March 31, 1977 (Thursday)
- Hamaas Abdul Khaalis, who had been released on his own recognizance after the Hanfai Muslim seizure of 134 hostages in Washington D.C., as part of a deal, was sent to jail without bond after wiretap evidence revealed that he had threatened to kill 200 people.
- In the Philippines, a veteran airline pilot left the controls of a DC-3 that he had been flying from Zamboanga City to Bongao in the Sulu Island, picked up an M-16 automatic rifle, killed seven people and wounded 14 others before he was subdued. Ernesto Abuloc told investigators that he was aware that the chartered flight's manifest included a bank manager who was carrying $95,000 in cash, and that his intent was to rob all 38 people aboard. Copilot Rolando Suarez subdued Abuloc when the gun misfired and Abuloc was trying to insert another clip of ammunition.

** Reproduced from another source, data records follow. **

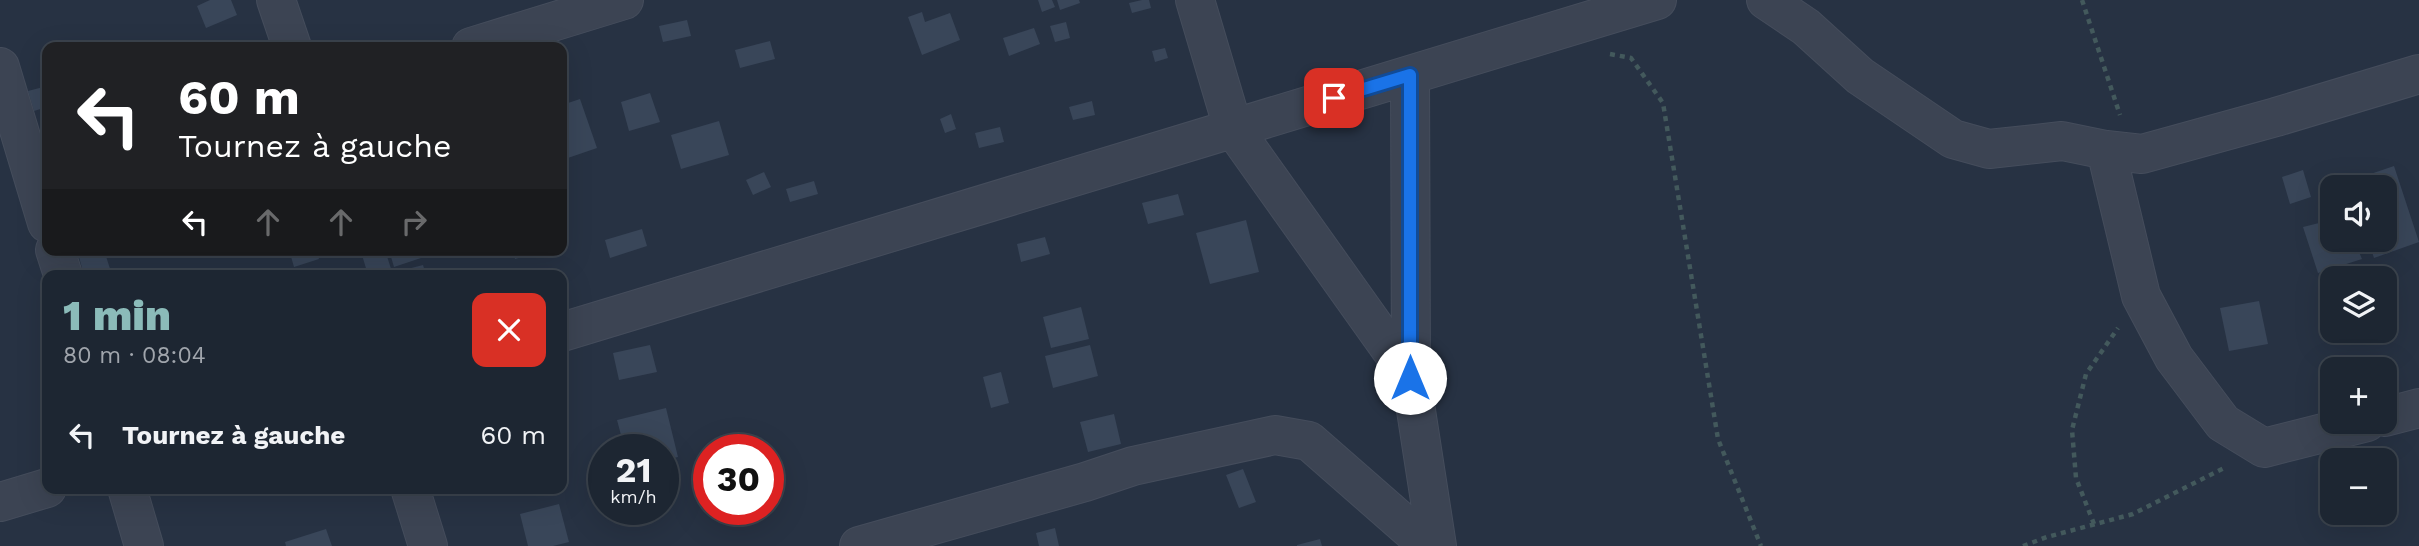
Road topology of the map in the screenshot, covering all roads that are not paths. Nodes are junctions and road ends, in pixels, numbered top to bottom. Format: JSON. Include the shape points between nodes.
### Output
{"nodes":[{"id":1,"x":276,"y":0,"type":"edge"},
{"id":2,"x":624,"y":0,"type":"edge"},
{"id":3,"x":1195,"y":0,"type":"edge"},
{"id":4,"x":1657,"y":0,"type":"edge"},
{"id":5,"x":1766,"y":0,"type":"edge"},
{"id":6,"x":1581,"y":11,"type":"edge"},
{"id":7,"x":290,"y":42,"type":"edge"},
{"id":8,"x":487,"y":42,"type":"edge"},
{"id":9,"x":0,"y":67,"type":"edge"},
{"id":10,"x":2419,"y":74,"type":"edge"},
{"id":11,"x":1410,"y":75,"type":"junction"},
{"id":12,"x":1233,"y":128,"type":"junction"},
{"id":13,"x":2124,"y":152,"type":"junction"},
{"id":14,"x":29,"y":181,"type":"edge"},
{"id":15,"x":42,"y":211,"type":"edge"},
{"id":16,"x":567,"y":330,"type":"edge"},
{"id":17,"x":1410,"y":378,"type":"junction"},
{"id":18,"x":2419,"y":408,"type":"edge"},
{"id":19,"x":2397,"y":414,"type":"edge"},
{"id":20,"x":2320,"y":434,"type":"edge"},
{"id":21,"x":42,"y":489,"type":"edge"},
{"id":22,"x":129,"y":494,"type":"edge"},
{"id":23,"x":412,"y":494,"type":"edge"},
{"id":24,"x":0,"y":502,"type":"edge"},
{"id":25,"x":144,"y":546,"type":"edge"},
{"id":26,"x":428,"y":546,"type":"edge"},
{"id":27,"x":859,"y":546,"type":"edge"},
{"id":28,"x":1429,"y":546,"type":"edge"},
{"id":29,"x":1437,"y":546,"type":"edge"}],
"edges":[{"from":1,"to":7,"type":"street"},
{"from":2,"to":8,"type":"street"},
{"from":3,"to":12,"type":"street"},
{"from":4,"to":6,"type":"street"},
{"from":5,"to":13,"type":"street","via":[[1806,27],[1860,76],[1953,139],[1989,149],[2062,141]]},
{"from":6,"to":11,"type":"street"},
{"from":9,"to":14,"type":"street"},
{"from":10,"to":13,"type":"street","via":[[2276,117]]},
{"from":11,"to":12,"type":"street"},
{"from":11,"to":17,"type":"street"},
{"from":12,"to":16,"type":"street"},
{"from":12,"to":17,"type":"street"},
{"from":13,"to":20,"type":"street","via":[[2141,296],[2174,358],[2223,423],[2264,448]]},
{"from":14,"to":15,"type":"street"},
{"from":17,"to":29,"type":"street"},
{"from":18,"to":19,"type":"street"},
{"from":21,"to":24,"type":"street"},
{"from":22,"to":25,"type":"street"},
{"from":23,"to":26,"type":"street"},
{"from":27,"to":28,"type":"street","via":[[1133,466],[1275,435],[1309,441]]}]}
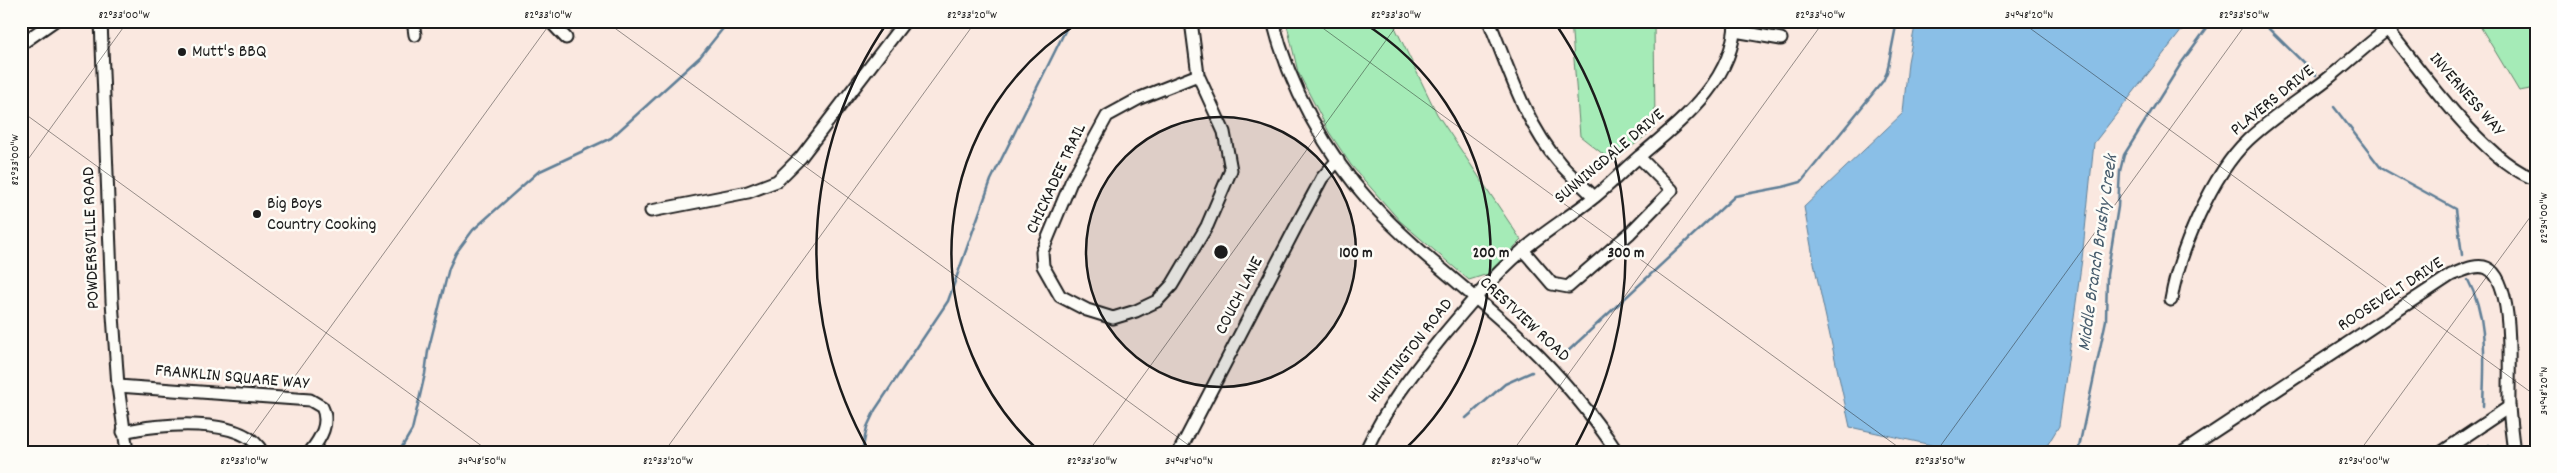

- Police in Thailand arrested Tij Leka Mbret Shqptarvet, pretender to the throne of Albania as son of the late King Zog I, after finding a cache of assault rifles, rocket launchers and dynamite in his Bangkok hotel room. Booked on charges of illegal possession of deadly weapons, the 6'8" Albanian claimant, who told reporters "Call me King Leka I," and said that he lived in exile in Spain, said that he had started a guerrilla war to overthrow the Communist regime that had ruled Albania since the end of World War II. Leka explained "We are sending operational teams into Albania, on and off, in an out. I am the political head of the movement and, if you wish, the military commander. I am fighting to liberate my people. I'll continue to fight until we are free or I am dead. We are very stubborn people."
- The U.S. Senate Subcommittee on Internal Security was abolished. During the era of McCarthyism in the 1950s, the Subcommittee, counterpart to the House Un-American Activities Committee, had investigated charges of Communist infiltration of the federal government. The HUAC and its successor, the House Internal Security Committee, had been abolished in 1975.